By Reeta Chakrabarti
Political correspondent, BBC News,
Balloons and free wine kicked off the Liberal Democrats spring conference to celebrate the party's 21st birthday - born as it was of the merger of the Liberals and the SDP.
Can Nick Clegg reach out beyond the conference hall?
Like most young adults it wants to put a cool distance between itself and the older generation - to be seen as the bolshie anti-establishment party that challenges the status quo and is rude about what has gone before.
With Vince Cable his rebel-in-chief, party leader Nick Clegg has this weekend made change his clarion call.
Labour is a "spent match," he said in his big set-piece speech, it is the Lib Dems who carry "the torch of progress now," Brown and Blair were a continuation of Thatcher and Major in appeasing the City; a new way of doing things must be found.
Mr Cable, in his speech a day earlier, duly laid into bankers, greed, "fat cats", bonuses, and even civil servants who have got above themselves.
Like the other main parties, the Lib Dems are trying to catch the public mood as the recession deepens and people's anxieties about their jobs and savings grow.
But there are concrete electoral reasons for wanting to take the fight to their rivals at Westminster, particularly Labour.
The leadership is frank about the fact that the party's chances of making gains at the next general election come almost exclusively at the expense of Gordon Brown's party.
With the Conservatives now at least 20% ahead of the Lib Dems in the opinion polls, the chances of them making gains in Tory marginals in the south of England are, the leadership concedes, remote.
That focuses the attack on Labour.
Leader Nick Clegg's closing speech was, inevitably, mainly about the economy - painting the Lib Dems as the answer to a new way of doing things.
In some ways, Mr Clegg was simply recasting existing party policies in the light of the recession - so tax cuts for low and middle earners were characterised as practical help to make ends meet.
But other passages were more specifically about the current crisis - calling for failing banks to be nationalised, their directors to be disqualified from sitting on company boards, and for a split between retail banking and more high risk investment banking to be enforced as part of a new financial system.
The conference hall enjoyed all of this - but getting the message out to the wider audience is the Lib Dems' perennial problem.
They like to blame inadequate media coverage - and it is true that their standing often rises in the run up to an election, when they are guaranteed more airtime. But their challenge is bigger than that.
Although their national polling has picked up a little in recent months - one poll last week suggested only 9% thought the Clegg/Cable pairing was the strongest of the three parties on the economy.
For a party that is proud of having made some of the running on the economic crisis, that must be worrying.
And while the party may want to stress its credentials as the party of "change" it does not want to be seen as too different.

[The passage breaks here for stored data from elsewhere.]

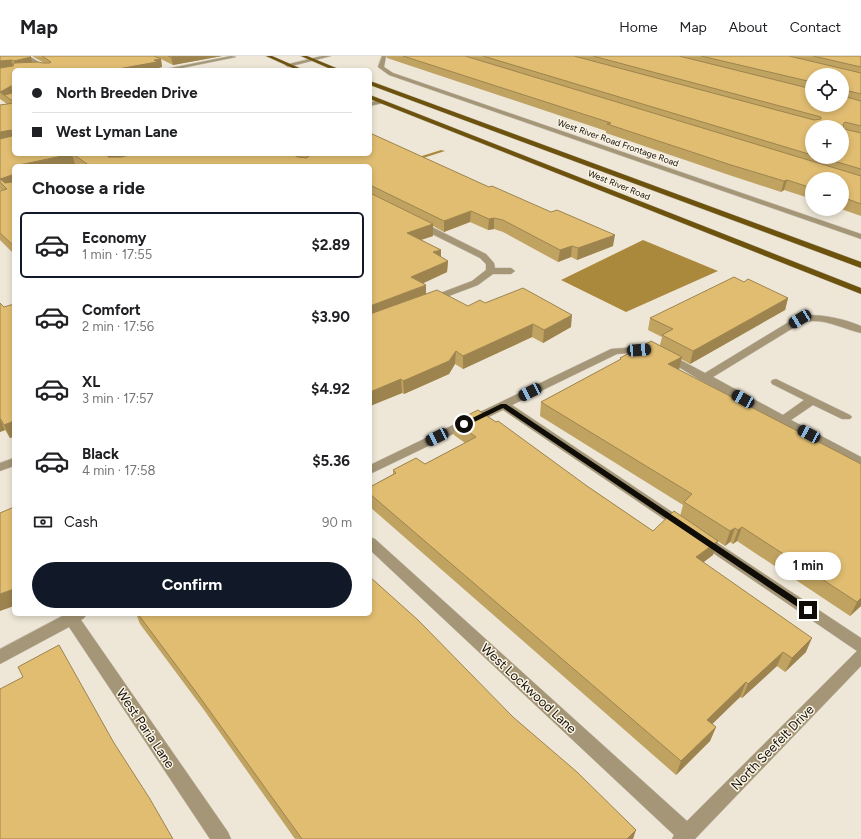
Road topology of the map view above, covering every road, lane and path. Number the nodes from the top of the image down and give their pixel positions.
1 (24, 56) edge
2 (268, 56) edge
3 (303, 56) edge
4 (329, 56) edge
5 (384, 56) edge
6 (234, 57) dead end
7 (312, 60) junction
8 (288, 65) junction
9 (42, 66) junction
10 (35, 68) edge
11 (46, 68) edge
12 (165, 68) edge
13 (296, 68) edge
14 (333, 68) edge
15 (372, 84) edge
16 (372, 98) edge
17 (380, 102) junction
18 (372, 104) edge
19 (411, 220) edge
20 (861, 237) edge
21 (861, 265) edge
22 (491, 270) junction
23 (511, 271) dead end
24 (861, 291) edge
25 (419, 304) edge
26 (861, 330) edge
27 (704, 378) junction
28 (776, 382) dead end
29 (812, 400) junction
30 (504, 405) junction
31 (846, 417) dead end
32 (783, 420) junction
33 (861, 462) edge
34 (12, 463) edge
35 (0, 467) edge
36 (372, 469) edge
37 (372, 544) edge
38 (75, 616) edge
39 (861, 646) edge
40 (861, 656) edge
41 (0, 657) edge
42 (685, 837) edge
43 (221, 839) edge

1 - 9 street
2 - 8 main road
3 - 7 main road
4 - 7 street
5 - 20 street, West River Road Frontage Road
6 - 12 street
7 - 8 street
7 - 14 main road
8 - 13 main road
9 - 10 street
9 - 11 street
15 - 21 main road, West River Road
16 - 17 main road, West River Road
17 - 18 street
17 - 24 main road, West River Road
19 - 22 street
22 - 23 street
22 - 25 street
26 - 27 street
27 - 30 street
27 - 32 street
28 - 29 street
29 - 31 street
29 - 32 street
30 - 36 street
30 - 39 street
32 - 33 street
34 - 35 street
37 - 42 street, West Lockwood Lane
38 - 41 street
38 - 43 street, West Paria Lane
40 - 42 street, North Seefelt Drive

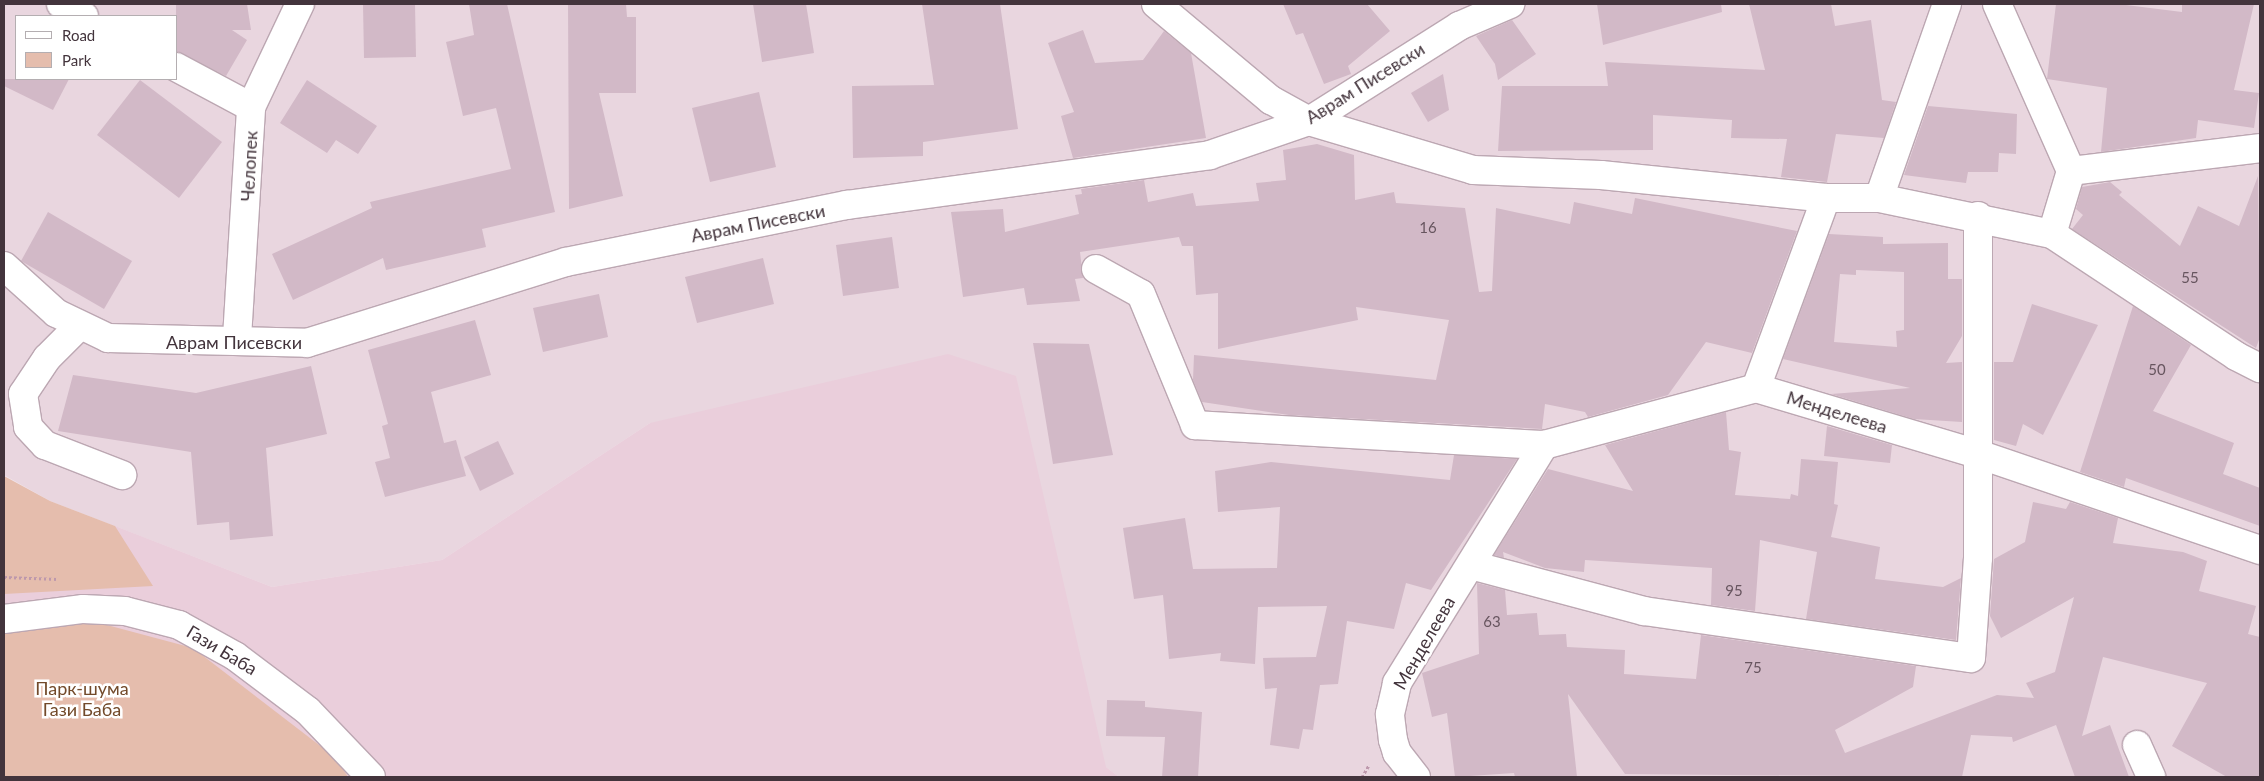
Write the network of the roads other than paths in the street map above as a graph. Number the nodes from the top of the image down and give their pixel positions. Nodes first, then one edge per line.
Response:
1 (61, 4) edge
2 (300, 4) edge
3 (1156, 4) edge
4 (1510, 4) edge
5 (1947, 4) edge
6 (1997, 4) edge
7 (82, 15) edge
8 (178, 67) edge
9 (251, 107) junction
10 (1309, 121) junction
11 (2260, 148) edge
12 (2070, 171) junction
13 (1826, 198) junction
14 (1879, 198) junction
15 (1978, 216) junction
16 (2052, 234) junction
17 (4, 266) edge
18 (1096, 269) dead end
19 (79, 326) junction
20 (237, 338) junction
21 (2260, 368) edge
22 (1756, 388) junction
23 (1544, 445) junction
24 (1978, 454) junction
25 (122, 475) dead end
26 (2260, 550) edge
27 (1471, 565) junction
28 (4, 618) edge
29 (2137, 745) dead end
30 (371, 777) edge
31 (1416, 777) edge
32 (2151, 777) edge

1 - 7 street
2 - 9 street, Челопек
3 - 10 street
4 - 10 street, Аврам Писевски
5 - 14 street
6 - 12 street
8 - 9 street
9 - 20 street, Челопек
10 - 13 street
10 - 20 street, Аврам Писевски
11 - 12 street
12 - 16 street
13 - 14 street
13 - 22 street
14 - 15 street
15 - 16 street
15 - 24 street
16 - 21 street
17 - 19 street, Аврам Писевски
18 - 23 street
19 - 20 street, Аврам Писевски
19 - 25 street
22 - 23 street
22 - 24 street, Менделеева
23 - 27 street, Менделеева
24 - 26 street, Менделеева
24 - 27 street
27 - 31 street, Менделеева
28 - 30 street, Гази Баба
29 - 32 street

The days of beards and sandals and wildly off-centre policy motions are not that long ago.
Every policy announcement, every spending commitment is - under the stewardship of Vince Cable - carefully and minutely costed to show that this is a party that has thought it through and can be trusted in government.
To those who snort with derision at that last line, think again.
The Lib Dems could hold the balance of power at the next election if neither Labour nor the Tories win an outright majority.
In the meantime, though the party still needs to answer the question that continues to dog it - what are the Liberal Democrats for?
Since Iraq they have sometimes been seen as a party searching for a cause.
Nick Clegg is trying to make the recession, and eventual recovery, that cause.